Seated in a private Nordstrom Pacific Centre room overlooking the Vancouver Art Gallery, Wooster is minutes away from stepping out onto the department store floor to launch his collaboration with luxe sneaker brand Greats. He is wearing the Royale shoe from the capsule collection, pairing the leopard-spot calf-hair sneaker with drop-crotch trousers and a grey tailored blazer. Although the silver-haired, Kansas-born New York resident’s resume reads like a fashion grand prix—clothing buyer at Barneys, fashion director at Neiman Marcus, design director at Ralph Lauren, and merchandiser at Calvin Klein, just to name a few—the industry still excites him. The life of a freelancer means portability, and that’s exactly what Wooster thrives on. He is a multi-disciplinary figure constantly pushing boundaries and working on collaborations with brands like Cadillac, Lardini, Five Four, and The White Briefs.
Still, Wooster makes one thing clear: he is not a designer. So when conceptualizing a partnership like this one with Greats, his inspiration comes from one simple question that he often asks himself: “What do I want to wear?” Although beloved for his pompadour quaff, tattoo sleeves, and hipster moustache (which has not made an appearance as of late), Wooster’s reputation in fashion revolves around his incredible ability to pair together the unexpected—think patterned shorts with a blazer. “I can’t believe how I dress for work: shorts and sneakers?” Wooster says of his recent Nordstrom x Greats tour outfits. “They’re two things that were never considered appropriate for work.” He notes that he has become “a victim” of the laid-back trend currently sweeping through the menswear industry, and he’s all for it, especially with the sneaker being the centerpiece. “Casual,” he confidently adds, “doesn’t have to mean sloppy.”

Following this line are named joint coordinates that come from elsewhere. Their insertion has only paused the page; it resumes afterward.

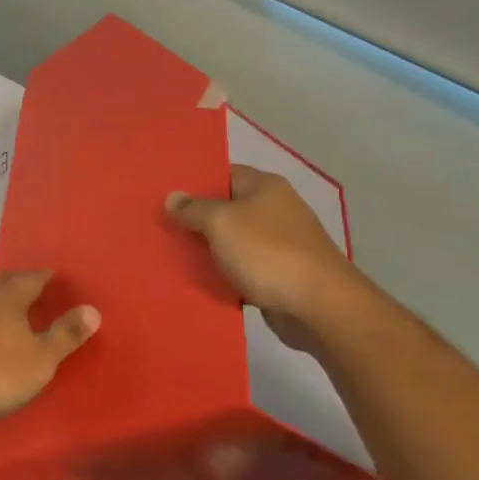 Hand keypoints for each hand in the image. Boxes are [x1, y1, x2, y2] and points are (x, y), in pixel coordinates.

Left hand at [0, 270, 99, 419]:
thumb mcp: (40, 359)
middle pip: (5, 280)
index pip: (34, 277)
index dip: (48, 276)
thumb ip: (66, 334)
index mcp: (9, 295)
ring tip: (12, 311)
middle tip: (36, 287)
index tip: (59, 278)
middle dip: (21, 281)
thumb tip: (93, 309)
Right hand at [167, 165, 361, 349]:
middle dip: (196, 219)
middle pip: (227, 209)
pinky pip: (242, 270)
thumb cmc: (267, 252)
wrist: (318, 306)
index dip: (195, 182)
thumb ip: (194, 209)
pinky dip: (224, 275)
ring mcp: (280, 244)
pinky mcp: (279, 275)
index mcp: (265, 187)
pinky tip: (197, 282)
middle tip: (160, 226)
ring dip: (208, 250)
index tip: (165, 193)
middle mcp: (275, 210)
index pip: (224, 173)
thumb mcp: (221, 222)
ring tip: (170, 254)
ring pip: (233, 242)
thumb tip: (172, 197) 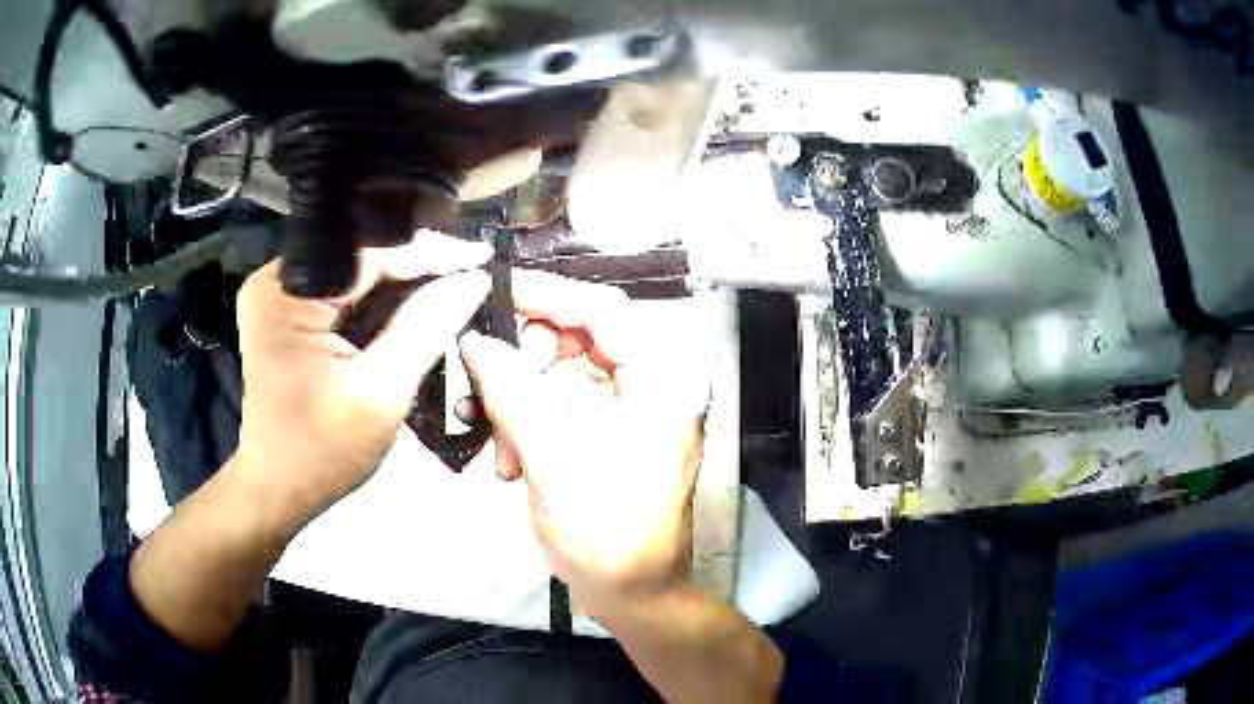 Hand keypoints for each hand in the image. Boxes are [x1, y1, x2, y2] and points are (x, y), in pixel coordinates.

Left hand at [234, 231, 489, 524]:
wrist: (277, 487)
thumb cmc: (324, 451)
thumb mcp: (383, 392)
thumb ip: (426, 328)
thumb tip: (474, 280)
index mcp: (288, 295)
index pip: (368, 253)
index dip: (429, 251)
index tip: (480, 256)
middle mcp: (274, 280)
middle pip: (357, 254)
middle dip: (414, 263)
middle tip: (468, 270)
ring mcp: (275, 293)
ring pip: (350, 268)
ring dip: (397, 278)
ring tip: (449, 282)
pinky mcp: (282, 310)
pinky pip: (337, 288)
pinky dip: (374, 295)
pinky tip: (410, 302)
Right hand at [460, 271, 709, 618]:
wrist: (634, 596)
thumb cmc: (607, 534)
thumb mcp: (553, 459)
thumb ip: (511, 392)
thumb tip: (475, 339)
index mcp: (661, 382)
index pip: (604, 310)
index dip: (548, 295)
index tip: (493, 295)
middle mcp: (652, 385)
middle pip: (577, 340)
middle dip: (523, 365)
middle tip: (485, 388)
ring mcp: (630, 412)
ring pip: (560, 376)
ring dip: (519, 404)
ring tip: (497, 449)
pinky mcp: (609, 435)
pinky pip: (560, 407)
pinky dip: (528, 426)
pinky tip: (509, 464)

Like most of us, he creates outfits based on two things: the weather and the occasion (although, he does follow the idea that it is better to be overdressed than underdressed). “I think Tom Ford was actually the one who said this, so I can’t take it as my own, but I do believe getting dressed is a form of manners,” he says. “How you present yourself kind of shows your level of interest and respect.”
It’s that awareness that has made Wooster an Instagram superstar. He has been known to call his visual feed his 401(k), with more than 750,000 people following his every fashionable move. He is constantly a presence on street style blogs, having been captured by the likes of prominent fashion photographers Scott Schuman and Tommy Ton during Pitti Uomo and Paris Fashion Week. With one glance at his white-as-snow beard emerging from various runway shows, style enthusiasts immediately know it’s Wooster. He is conscious of the idea surrounding the social media “influencer” and that people notice what he wears on a daily basis, but he admits that he doesn’t know “what I’m really influencing.” At the end of the day, Wooster is just being Wooster.
“The only thing I know I can do well is dress myself,” he says, laughing in a matter-of-fact way. “I know I’ve done this for over 10,000 hours, so I would guess I’m probably an expert at it. But that’s all it is: I just dress myself.”
The last time Wooster was in Vancouver was 1982. He was 22 years old at the time, a budding young fashion enthusiast with a career of greatness ahead him. Today he returns here as an authoritative figure in menswear, with a crowd of fans awaiting his presence (one young man even takes off his shirt for the “Woost God” to sign). The city has changed since he was here last. “I’ve changed,” he acknowledges. “Lots has gone on.” The pursuit of growth—it’s what makes Wooster fashion’s most-wanted free agent.